I agree it seems counterintuitive that when the center is obscured, then the shape is little changed. If you think of the bokeh circle as in-camera glare, then it would indeed vanish (if in focus). But an out-of-focus point source is not a laser. It takes multiple paths to get the to sensor. The crisp shape is determined by the aperture. The door here is, I think, kind of acting like an aperture.
Correct, as you get closer to the cam, the obstruction will be closer to the cam's pupil and act as such. You will see that if you have the obstruction further away than you have now, that the "cutting" will be better.
 
Since your spot looks all white could the overlap simply be a saturation effect? Can you turn down the exposure time to ensure no saturation on your spot ?
 
Wouldn't that more likely be a feature of the camera not the source, which is out of focus?
It could be, but that would assume he used the same camera for eighteen years. I like that fade-out on the older one toward the end of the video, which I think could be done with a dimmer switch on a lamp.
 
I vaguely recall that he had changed cameras or got another one at least

It's a very interesting observation though, it does point to some consistent element
 
It could be, but that would assume he used the same camera for eighteen years. I like that fade-out on the older one toward the end of the video, which I think could be done with a dimmer switch on a lamp.
I'm hoping to get some time to do some experiments with my camera and different lenses and different sources at different aperture settings, but until then I can only speak to intuition here. When a source is way out of focus the image should be nearing that of the pupil. In that case, the shape and characteristics of the source become unimportant just the illumination distribution of the pupil and associated diffraction. So, if there are persistent features in his out of focus images that leads me at least to believe that shows a consistency of the optics not the sources. An easy way to tell, and something I hope to include in my investigations, is rotating the camera. If the effect is related to the camera it should rotate with the camera, if it's related to the source it should not.
 
Over the "18 years" span that he claims, he appears to be using the same source light with the same type of internal structure, including the darker line at ten o'clock. It makes me wonder if he has had the same home with the same kitchen light for that long. Maybe fitted with a dimmer switch for the 18-year video?
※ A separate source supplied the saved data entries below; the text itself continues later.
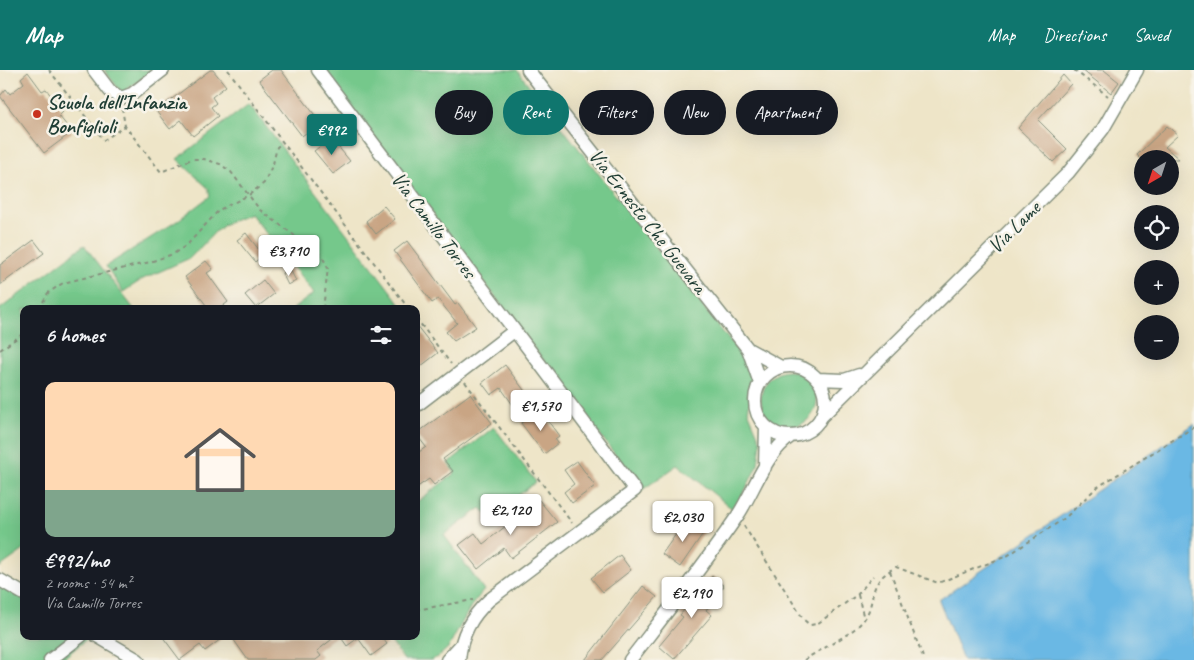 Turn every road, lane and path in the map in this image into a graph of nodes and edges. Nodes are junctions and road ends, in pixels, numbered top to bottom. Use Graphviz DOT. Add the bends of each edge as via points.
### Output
graph roads {
  1 [pos="49,70"];
  2 [pos="94,70"];
  3 [pos="163,70"];
  4 [pos="228,70"];
  5 [pos="318,70"];
  6 [pos="528,70"];
  7 [pos="1074,70"];
  8 [pos="1137,70"];
  9 [pos="121,98"];
  10 [pos="1118,103"];
  11 [pos="125,126"];
  12 [pos="283,142"];
  13 [pos="249,195"];
  14 [pos="41,305"];
  15 [pos="323,305"];
  16 [pos="406,305"];
  17 [pos="420,323"];
  18 [pos="514,331"];
  19 [pos="20,336"];
  20 [pos="748,349"];
  21 [pos="0,350"];
  22 [pos="781,367"];
  23 [pos="870,369"];
  24 [pos="458,374"];
  25 [pos="817,379"];
  26 [pos="760,383"];
  27 [pos="420,403"];
  28 [pos="821,417"];
  29 [pos="766,426"];
  30 [pos="1194,427"];
  31 [pos="791,436"];
  32 [pos="765,466"];
  33 [pos="738,515"];
  34 [pos="578,532"];
  35 [pos="890,571"];
  36 [pos="873,576"];
  37 [pos="0,580"];
  38 [pos="20,592"];
  39 [pos="858,594"];
  40 [pos="489,600"];
  41 [pos="420,609"];
  42 [pos="864,619"];
  43 [pos="76,640"];
  44 [pos="110,640"];
  45 [pos="460,646"];
  46 [pos="50,660"];
  47 [pos="138,660"];
  48 [pos="447,660"];
  49 [pos="459,660"];
  50 [pos="630,660"];
  51 [pos="804,660"];
  52 [pos="924,660"];
  1 -- 11 [label="path" via="104,140"];
  2 -- 9 [label="street" via="110,91"];
  3 -- 9 [label="street" via="132,94"];
  4 -- 12 [label="path"];
  5 -- 18 [label="street, Via Camillo Torres"];
  6 -- 20 [label="street, Via Ernesto Che Guevara"];
  7 -- 10 [label="path"];
  8 -- 10 [label="street, Via Lame"];
  9 -- 11 [label="path"];
  10 -- 23 [label="street, Via Lame" via="1103,129 1068,173"];
  11 -- 13 [label="path" via="161,172 186,161 204,159 231,172"];
  12 -- 13 [label="path" via="274,154 270,174"];
  12 -- 16 [label="path"];
  13 -- 14 [label="path" via="219,210 192,241 173,254 63,283 48,293"];
  13 -- 15 [label="path" via="260,210 322,256 328,268"];
  17 -- 24 [label="path"];
  18 -- 24 [label="street"];
  18 -- 34 [label="street, Via Camillo Torres" via="635,490"];
  19 -- 21 [label="path"];
  20 -- 22 [label="street, Via Ernesto Che Guevara"];
  20 -- 26 [label="street, Via Ernesto Che Guevara"];
  22 -- 25 [label="street" via="798,367"];
  22 -- 26 [label="street" via="770,372"];
  23 -- 25 [label="street, Via Lame" via="844,380"];
  23 -- 28 [label="street, Via Lame"];
  24 -- 27 [label="street"];
  24 -- 34 [label="path"];
  25 -- 28 [label="street" via="824,396"];
  26 -- 29 [label="street" via="755,403"];
  28 -- 31 [label="street" via="806,432"];
  29 -- 31 [label="street"];
  29 -- 32 [label="street"];
  30 -- 35 [label="path" via="1096,488 1065,518 1007,556 938,583 896,567"];
  31 -- 32 [label="street" via="782,442"];
  32 -- 33 [label="street"];
  33 -- 39 [label="path" via="804,620 810,624 817,624"];
  33 -- 50 [label="street"];
  34 -- 40 [label="street, Via Camillo Torres"];
  35 -- 42 [label="path" via="877,582"];
  35 -- 52 [label="path"];
  36 -- 39 [label="path"];
  37 -- 38 [label="street"];
  39 -- 42 [label="path"];
  40 -- 41 [label="path"];
  40 -- 45 [label="street, Via Camillo Torres" via="476,612"];
  42 -- 51 [label="path"];
  43 -- 46 [label="street"];
  44 -- 47 [label="street"];
  45 -- 48 [label="street, Via Camillo Torres"];
  45 -- 49 [label="street, Via Camillo Torres"];
}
View attachment 75634View attachment 75635
This really intrigues me, what light property or optical path property would cause such an effect.

Can we duplicate it and then see if that tells anything about the nature of the light source..
 
It seems Bledsoe has changed Twitter accounts recently, I went back and grabbed screenshots from any videos that seems to share the same artifact on the current twitter.

And one (double orange, clearly of a OOF plane) that might be a comparison.

In the 4 videos that show the artifact the line seems to always be at that 10 o'clock position and a center bright area and generally darker towards the upper left.

There's not any rotation I could find.

1736453331754.png
 
Fascinating. Here I took OOF video of a small light, with my 500 mm lens on a Sony A6400, you get typical concentric rings, and some details (ringed dots).

2025-01-09_12-49-28.jpg


I took video of it as I rotated it 90° clockwise. Nothing rotated, but the dots moved around.



It's clear that there are multiple planes of dots, which are presumably dust specks on the lens elements (there's no lens cover).

It's a heavy lens, so rotating it by hand was a bit shaky, meaning the bokeh circle moved around, and the light path would be different, so that's why the dust specks moved.

Here's the dust on my lense. Illuminated by a single light, so the multiple reflections might correspond to the planes of dust.

2025-01-09_12-56-59.jpg


Back to Bledsoe - a consistent non-rotating pattern would indicate the same camera being used for OOF shots.